GENEVA: The World Health Organization on Tuesday appealed for $1 billion to tackle health crises this year across the world’s 36 most severe emergencies, including in Gaza, Sudan, Haiti and the Democratic Republic of Congo.
The UN health agency estimated 239 million people would need urgent humanitarian assistance this year and the money would keep essential health services going.
WHO health emergencies chief Chikwe Ihekweazu told reporters in Geneva: “A quarter of a billion people are living through humanitarian crises that strip away the most basic protections: safety, shelter and access to health care.
“In these settings, health needs are surging, whether due to injuries, disease outbreaks, malnutrition or untreated chronic diseases,” he warned.
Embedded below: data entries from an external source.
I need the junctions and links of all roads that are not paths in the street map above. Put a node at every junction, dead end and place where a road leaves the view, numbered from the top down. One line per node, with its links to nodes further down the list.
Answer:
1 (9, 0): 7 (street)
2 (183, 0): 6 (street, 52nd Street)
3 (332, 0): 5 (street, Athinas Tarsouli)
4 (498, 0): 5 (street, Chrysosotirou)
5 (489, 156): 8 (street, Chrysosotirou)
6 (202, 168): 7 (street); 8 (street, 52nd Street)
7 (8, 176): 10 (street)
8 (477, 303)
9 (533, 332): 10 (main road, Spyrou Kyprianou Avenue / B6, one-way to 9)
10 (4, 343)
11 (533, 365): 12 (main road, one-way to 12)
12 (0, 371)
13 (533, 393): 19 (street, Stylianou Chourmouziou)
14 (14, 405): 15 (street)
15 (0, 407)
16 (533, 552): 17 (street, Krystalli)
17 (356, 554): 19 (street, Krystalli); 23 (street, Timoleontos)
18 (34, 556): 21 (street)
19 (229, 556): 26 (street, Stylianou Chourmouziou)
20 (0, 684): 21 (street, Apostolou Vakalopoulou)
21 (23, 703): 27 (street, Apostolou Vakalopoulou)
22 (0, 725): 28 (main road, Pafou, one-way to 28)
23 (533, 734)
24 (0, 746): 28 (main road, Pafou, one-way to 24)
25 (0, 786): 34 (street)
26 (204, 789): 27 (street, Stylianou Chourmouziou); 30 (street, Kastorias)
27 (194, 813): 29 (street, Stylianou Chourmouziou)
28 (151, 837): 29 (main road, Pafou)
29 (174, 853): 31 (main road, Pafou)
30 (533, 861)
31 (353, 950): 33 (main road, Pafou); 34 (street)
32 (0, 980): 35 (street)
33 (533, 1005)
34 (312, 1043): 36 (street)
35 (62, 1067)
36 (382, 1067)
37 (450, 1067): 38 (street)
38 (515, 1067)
“Yet access to care is shrinking.”
The agency’s emergency request was significantly lower than in recent years, given the global funding crunch for aid operations.
Washington, traditionally the UN health agency’s biggest donor, has slashed foreign aid spending under President Donald Trump, who on his first day back in office in January 2025 handed the WHO his country’s one-year withdrawal notice.
Last year, WHO had appealed for $1.5 billion but Ihekweazu said that only $900 million was ultimately made available.
Unfortunately, he said, the agency had been “recognizing ... that the appetite for resource mobilization is much smaller than it was in previous years.”
“That’s one of the reasons that we’ve calibrated our ask a little bit more toward what is available realistically, understanding the situation around the world, the constraints that many countries have,” he said.
The WHO said in 2026 it was “hyper-prioritising the highest-impact services and scaling back lower?impact activities to maximize lives saved.”
Last year, global funding cuts forced 6,700 health facilities across 22 humanitarian settings to either close or reduce services, “cutting 53 million people off from health care.” Ihekweazu said.
“Families living on the edge face impossible decisions, such as whether to buy food or medicine,” he added, stressing that “people should never have to make these choices.”
“This is why today we are appealing to the better sense of countries, and of people, and asking them to invest in a healthier, safer world.”